What you are asked to do
Please tally the lines of the records that contain "SEANGCHAN" and send back only the total.

BEGIN Data shown

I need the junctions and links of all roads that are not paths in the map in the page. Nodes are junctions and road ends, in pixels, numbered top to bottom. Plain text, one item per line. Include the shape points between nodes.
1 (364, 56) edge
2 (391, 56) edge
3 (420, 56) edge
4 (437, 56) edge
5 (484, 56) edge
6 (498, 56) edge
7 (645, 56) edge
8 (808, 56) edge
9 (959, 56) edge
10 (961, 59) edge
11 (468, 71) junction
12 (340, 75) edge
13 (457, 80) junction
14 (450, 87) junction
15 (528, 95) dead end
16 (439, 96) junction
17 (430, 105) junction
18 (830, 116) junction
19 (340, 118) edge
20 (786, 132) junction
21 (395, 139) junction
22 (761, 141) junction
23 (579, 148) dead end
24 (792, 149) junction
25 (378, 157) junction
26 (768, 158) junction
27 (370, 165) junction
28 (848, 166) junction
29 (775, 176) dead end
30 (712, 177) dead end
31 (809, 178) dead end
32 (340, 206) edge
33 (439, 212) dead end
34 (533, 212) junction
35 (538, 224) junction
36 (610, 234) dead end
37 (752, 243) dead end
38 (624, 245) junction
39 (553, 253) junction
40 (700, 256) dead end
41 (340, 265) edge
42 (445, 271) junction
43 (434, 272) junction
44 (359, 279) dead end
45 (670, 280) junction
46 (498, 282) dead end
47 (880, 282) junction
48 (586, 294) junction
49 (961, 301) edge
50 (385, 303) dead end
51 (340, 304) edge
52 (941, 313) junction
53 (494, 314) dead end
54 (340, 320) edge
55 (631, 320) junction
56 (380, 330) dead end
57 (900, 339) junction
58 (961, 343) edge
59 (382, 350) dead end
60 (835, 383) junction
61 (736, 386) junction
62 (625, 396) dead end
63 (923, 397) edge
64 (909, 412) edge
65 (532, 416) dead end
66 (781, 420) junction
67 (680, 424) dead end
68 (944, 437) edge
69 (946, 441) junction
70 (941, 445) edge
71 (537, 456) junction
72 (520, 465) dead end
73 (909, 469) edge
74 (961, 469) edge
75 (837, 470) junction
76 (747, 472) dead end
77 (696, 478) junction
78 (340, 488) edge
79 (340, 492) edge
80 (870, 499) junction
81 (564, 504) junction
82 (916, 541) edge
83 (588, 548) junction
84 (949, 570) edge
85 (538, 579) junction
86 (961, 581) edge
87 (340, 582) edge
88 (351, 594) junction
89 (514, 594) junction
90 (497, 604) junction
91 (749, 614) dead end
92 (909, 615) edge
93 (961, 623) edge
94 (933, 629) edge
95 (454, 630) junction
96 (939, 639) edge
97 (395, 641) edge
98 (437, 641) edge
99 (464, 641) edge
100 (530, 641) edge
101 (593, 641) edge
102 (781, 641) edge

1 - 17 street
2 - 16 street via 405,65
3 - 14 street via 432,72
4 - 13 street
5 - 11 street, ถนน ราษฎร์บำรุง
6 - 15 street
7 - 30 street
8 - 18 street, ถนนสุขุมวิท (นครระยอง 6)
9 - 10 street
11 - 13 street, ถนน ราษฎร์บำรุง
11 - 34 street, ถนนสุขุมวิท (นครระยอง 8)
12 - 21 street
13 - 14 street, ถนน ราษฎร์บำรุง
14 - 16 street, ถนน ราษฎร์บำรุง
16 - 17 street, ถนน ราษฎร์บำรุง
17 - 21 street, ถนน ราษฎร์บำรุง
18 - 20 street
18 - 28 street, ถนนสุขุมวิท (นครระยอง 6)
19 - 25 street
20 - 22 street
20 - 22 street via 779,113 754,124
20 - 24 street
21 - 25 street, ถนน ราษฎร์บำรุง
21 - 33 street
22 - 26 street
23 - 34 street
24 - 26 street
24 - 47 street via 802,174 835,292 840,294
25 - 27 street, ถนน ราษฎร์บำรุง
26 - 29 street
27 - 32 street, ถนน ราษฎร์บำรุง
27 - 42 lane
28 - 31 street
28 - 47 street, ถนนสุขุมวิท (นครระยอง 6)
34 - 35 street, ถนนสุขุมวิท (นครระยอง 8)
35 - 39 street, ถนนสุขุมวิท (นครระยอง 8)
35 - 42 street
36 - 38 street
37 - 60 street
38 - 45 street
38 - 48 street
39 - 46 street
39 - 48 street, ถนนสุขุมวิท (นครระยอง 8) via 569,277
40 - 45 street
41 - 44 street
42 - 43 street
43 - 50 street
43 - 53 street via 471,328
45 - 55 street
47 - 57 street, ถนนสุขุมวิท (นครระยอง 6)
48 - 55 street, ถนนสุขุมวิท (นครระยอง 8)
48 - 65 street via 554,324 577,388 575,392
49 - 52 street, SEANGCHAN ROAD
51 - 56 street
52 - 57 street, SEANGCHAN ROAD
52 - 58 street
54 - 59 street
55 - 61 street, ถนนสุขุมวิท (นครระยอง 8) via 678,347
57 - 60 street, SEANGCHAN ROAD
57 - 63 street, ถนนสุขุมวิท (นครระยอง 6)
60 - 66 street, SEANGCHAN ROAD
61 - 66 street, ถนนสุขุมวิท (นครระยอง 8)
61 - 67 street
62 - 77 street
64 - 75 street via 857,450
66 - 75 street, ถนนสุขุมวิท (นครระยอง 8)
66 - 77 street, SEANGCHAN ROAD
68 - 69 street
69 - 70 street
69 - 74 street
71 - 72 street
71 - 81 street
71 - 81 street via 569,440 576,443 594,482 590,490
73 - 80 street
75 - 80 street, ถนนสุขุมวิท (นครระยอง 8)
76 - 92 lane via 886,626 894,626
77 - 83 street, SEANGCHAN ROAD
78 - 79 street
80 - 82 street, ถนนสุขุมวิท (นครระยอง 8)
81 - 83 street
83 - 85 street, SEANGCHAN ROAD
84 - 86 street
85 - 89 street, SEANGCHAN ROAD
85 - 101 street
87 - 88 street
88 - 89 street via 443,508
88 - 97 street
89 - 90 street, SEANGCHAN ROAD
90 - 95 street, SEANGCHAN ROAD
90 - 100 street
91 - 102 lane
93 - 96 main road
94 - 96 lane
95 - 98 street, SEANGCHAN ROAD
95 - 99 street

END Data shown

Output for this task
11